Data extracted from a collection
<<<<

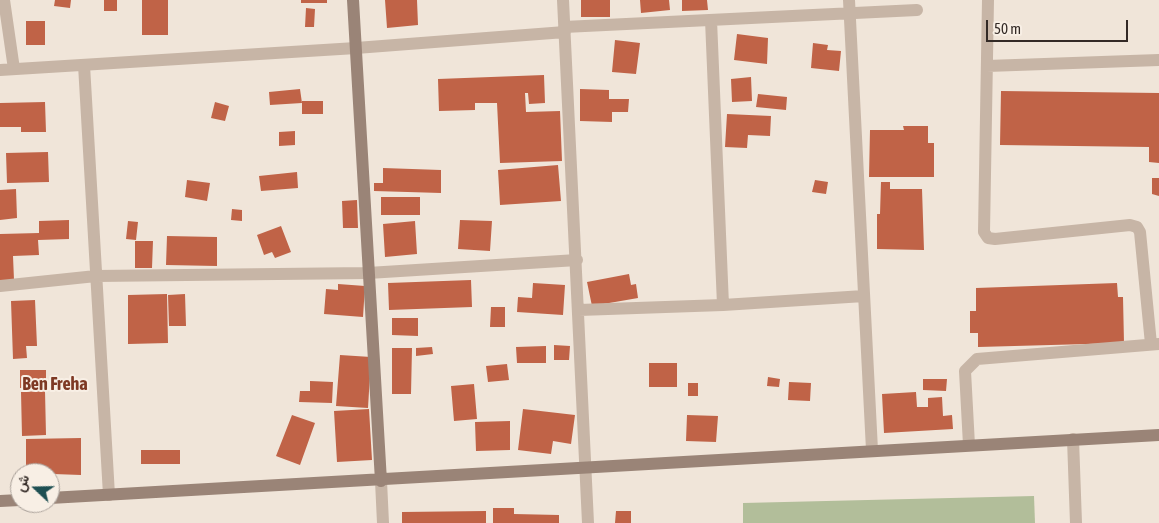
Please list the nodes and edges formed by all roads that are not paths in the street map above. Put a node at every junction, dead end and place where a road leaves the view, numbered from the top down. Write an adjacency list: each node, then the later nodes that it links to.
1 (4, 0): 14 (street)
2 (353, 0): 10 (main road)
3 (564, 0): 9 (street)
4 (849, 0): 7 (street)
5 (988, 0): 13 (street)
6 (917, 10): 7 (street)
7 (850, 14): 8 (street); 20 (street)
8 (711, 20): 9 (street); 21 (street)
9 (564, 30): 10 (street); 16 (street)
10 (356, 48): 12 (street); 17 (main road)
11 (1159, 60): 13 (street)
12 (84, 65): 14 (street); 18 (street)
13 (987, 66): 23 (street)
14 (14, 69): 15 (street)
15 (0, 70)
16 (577, 260): 17 (street); 22 (street)
17 (368, 273): 18 (street); 29 (main road)
18 (96, 276): 19 (street); 30 (street)
19 (0, 286)
20 (864, 296): 21 (street); 27 (street)
21 (723, 305): 22 (street)
22 (579, 310): 28 (street)
23 (1155, 344): 26 (street)
24 (1159, 435): 25 (main road)
25 (1073, 439): 26 (main road); 34 (street)
26 (969, 445): 27 (main road)
27 (872, 450): 28 (main road)
28 (585, 468): 29 (main road); 33 (street)
29 (380, 481): 30 (main road); 32 (street)
30 (110, 495): 31 (main road)
31 (60, 498)
32 (383, 523)
33 (588, 523)
34 (1076, 523)

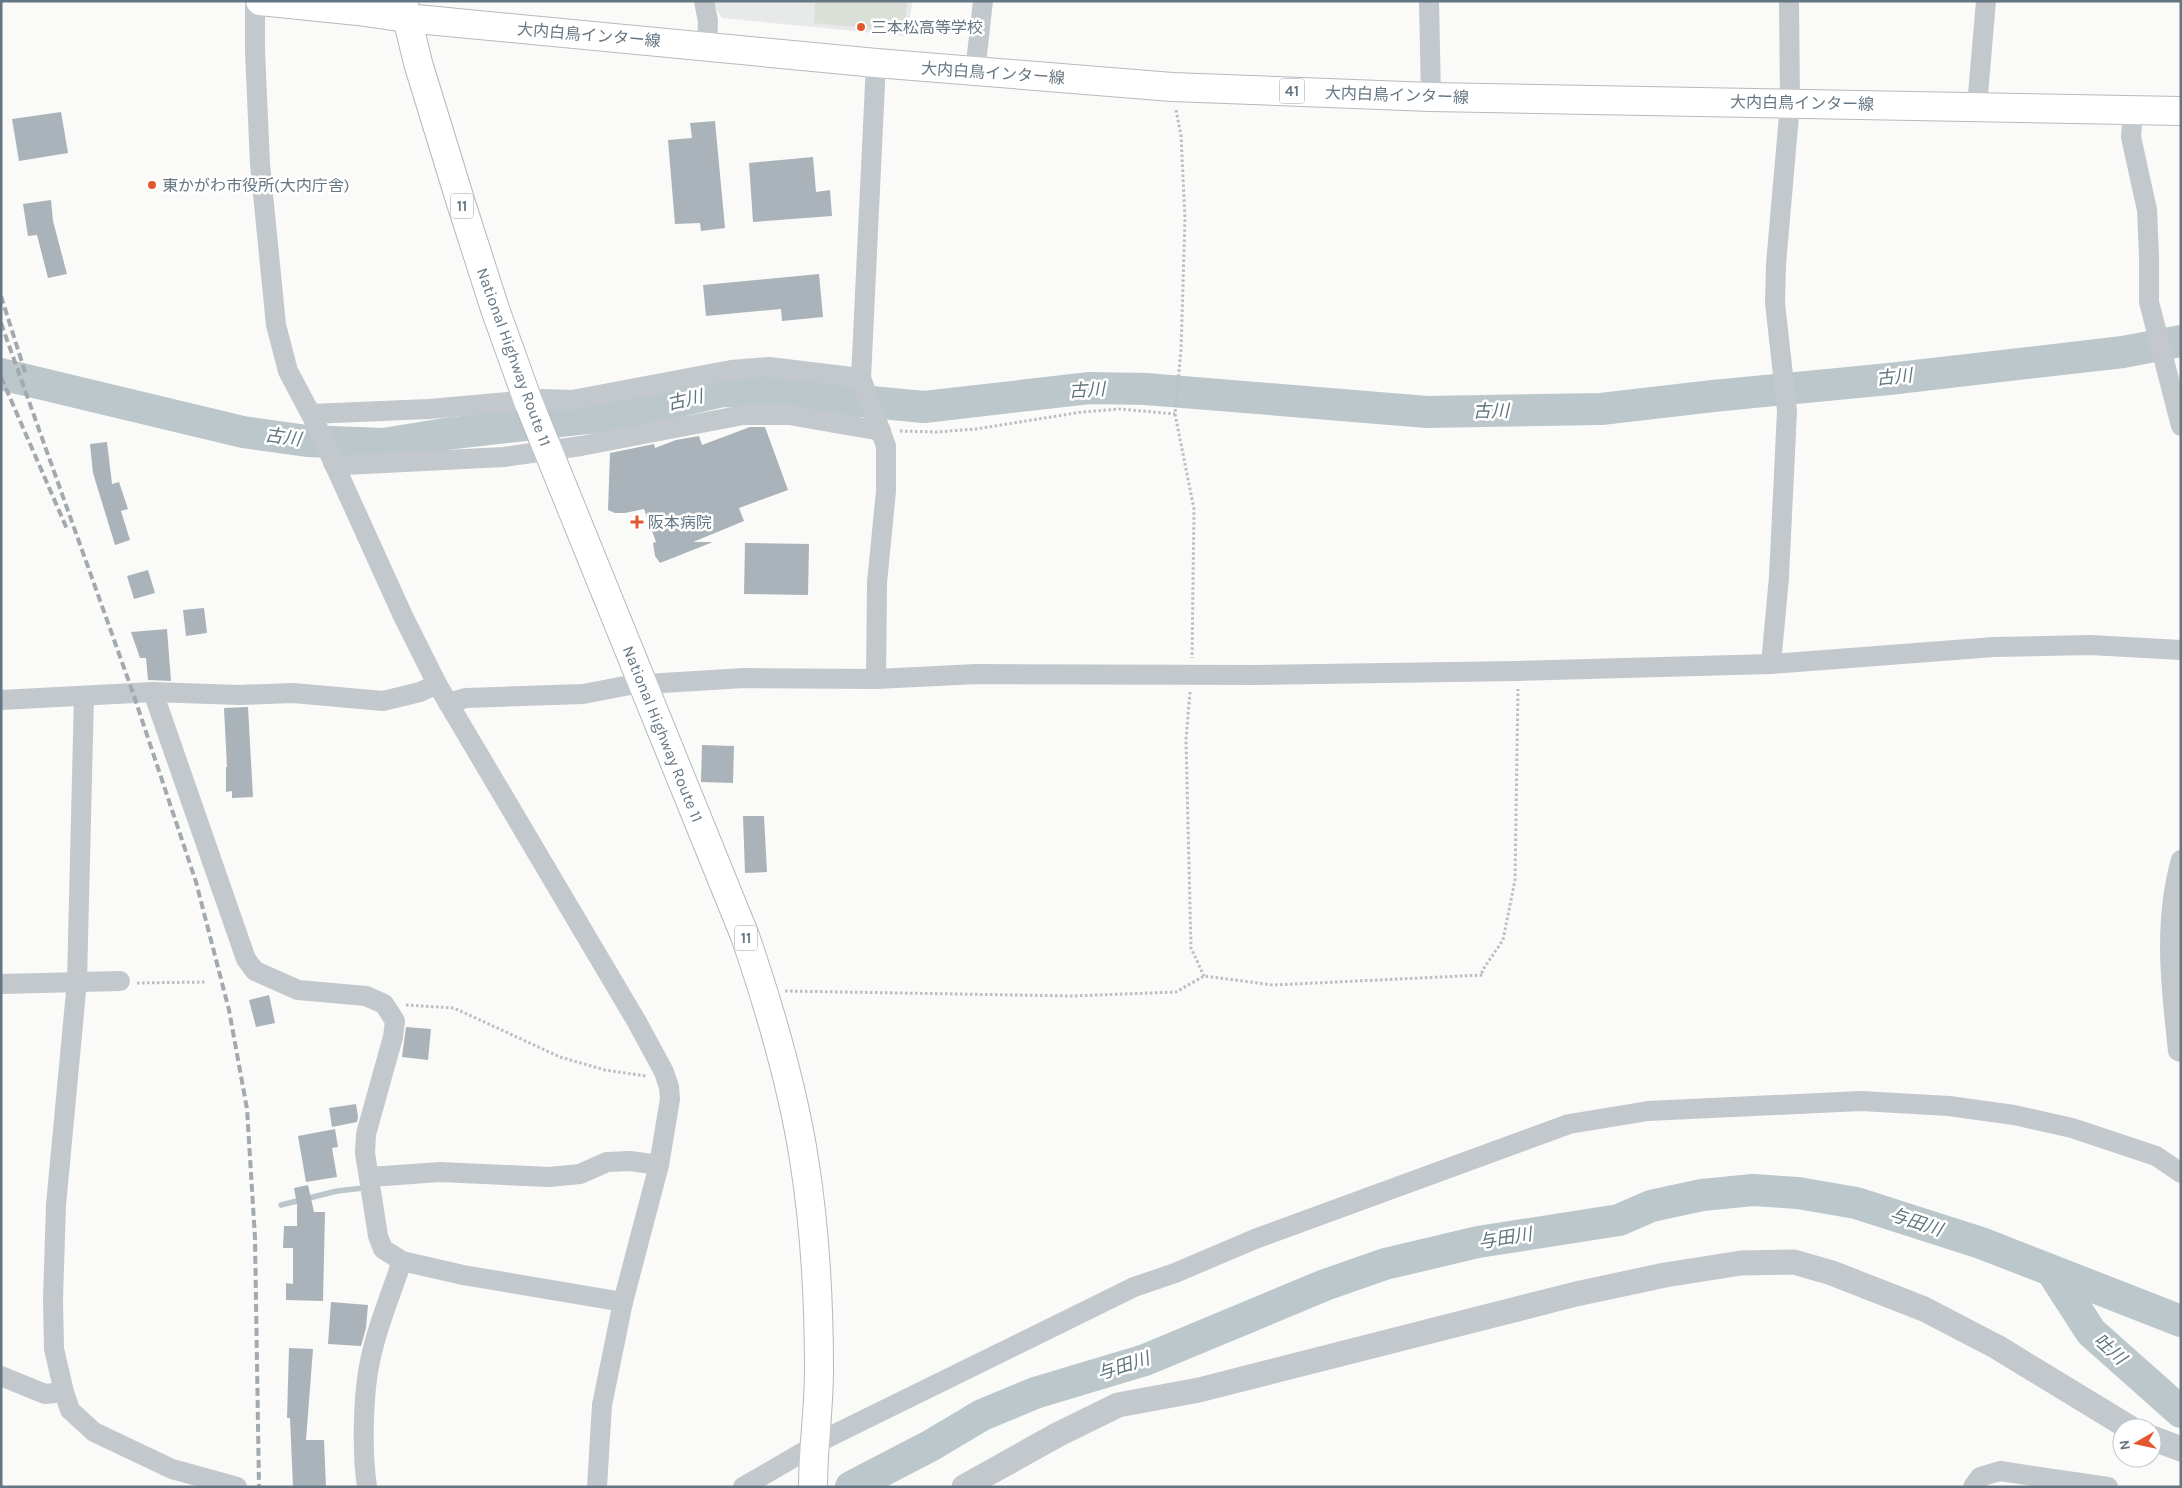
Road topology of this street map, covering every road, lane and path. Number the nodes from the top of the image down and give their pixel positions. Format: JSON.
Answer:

>>>>

Problem statement: Wherever an image appears, omit it; copy the rest of the records exactly.

Written solution:
Please list the nodes and edges formed by all roads that are not paths in the street map above. Put a node at every junction, dead end and place where a road leaves the view, numbered from the top down. Write an adjacency list: each node, then the later nodes that it links to.
1 (4, 0): 14 (street)
2 (353, 0): 10 (main road)
3 (564, 0): 9 (street)
4 (849, 0): 7 (street)
5 (988, 0): 13 (street)
6 (917, 10): 7 (street)
7 (850, 14): 8 (street); 20 (street)
8 (711, 20): 9 (street); 21 (street)
9 (564, 30): 10 (street); 16 (street)
10 (356, 48): 12 (street); 17 (main road)
11 (1159, 60): 13 (street)
12 (84, 65): 14 (street); 18 (street)
13 (987, 66): 23 (street)
14 (14, 69): 15 (street)
15 (0, 70)
16 (577, 260): 17 (street); 22 (street)
17 (368, 273): 18 (street); 29 (main road)
18 (96, 276): 19 (street); 30 (street)
19 (0, 286)
20 (864, 296): 21 (street); 27 (street)
21 (723, 305): 22 (street)
22 (579, 310): 28 (street)
23 (1155, 344): 26 (street)
24 (1159, 435): 25 (main road)
25 (1073, 439): 26 (main road); 34 (street)
26 (969, 445): 27 (main road)
27 (872, 450): 28 (main road)
28 (585, 468): 29 (main road); 33 (street)
29 (380, 481): 30 (main road); 32 (street)
30 (110, 495): 31 (main road)
31 (60, 498)
32 (383, 523)
33 (588, 523)
34 (1076, 523)

Road topology of this street map, covering every road, lane and path. Number the nodes from the top of the image down and give their pixel positions. Format: JSON.
Answer:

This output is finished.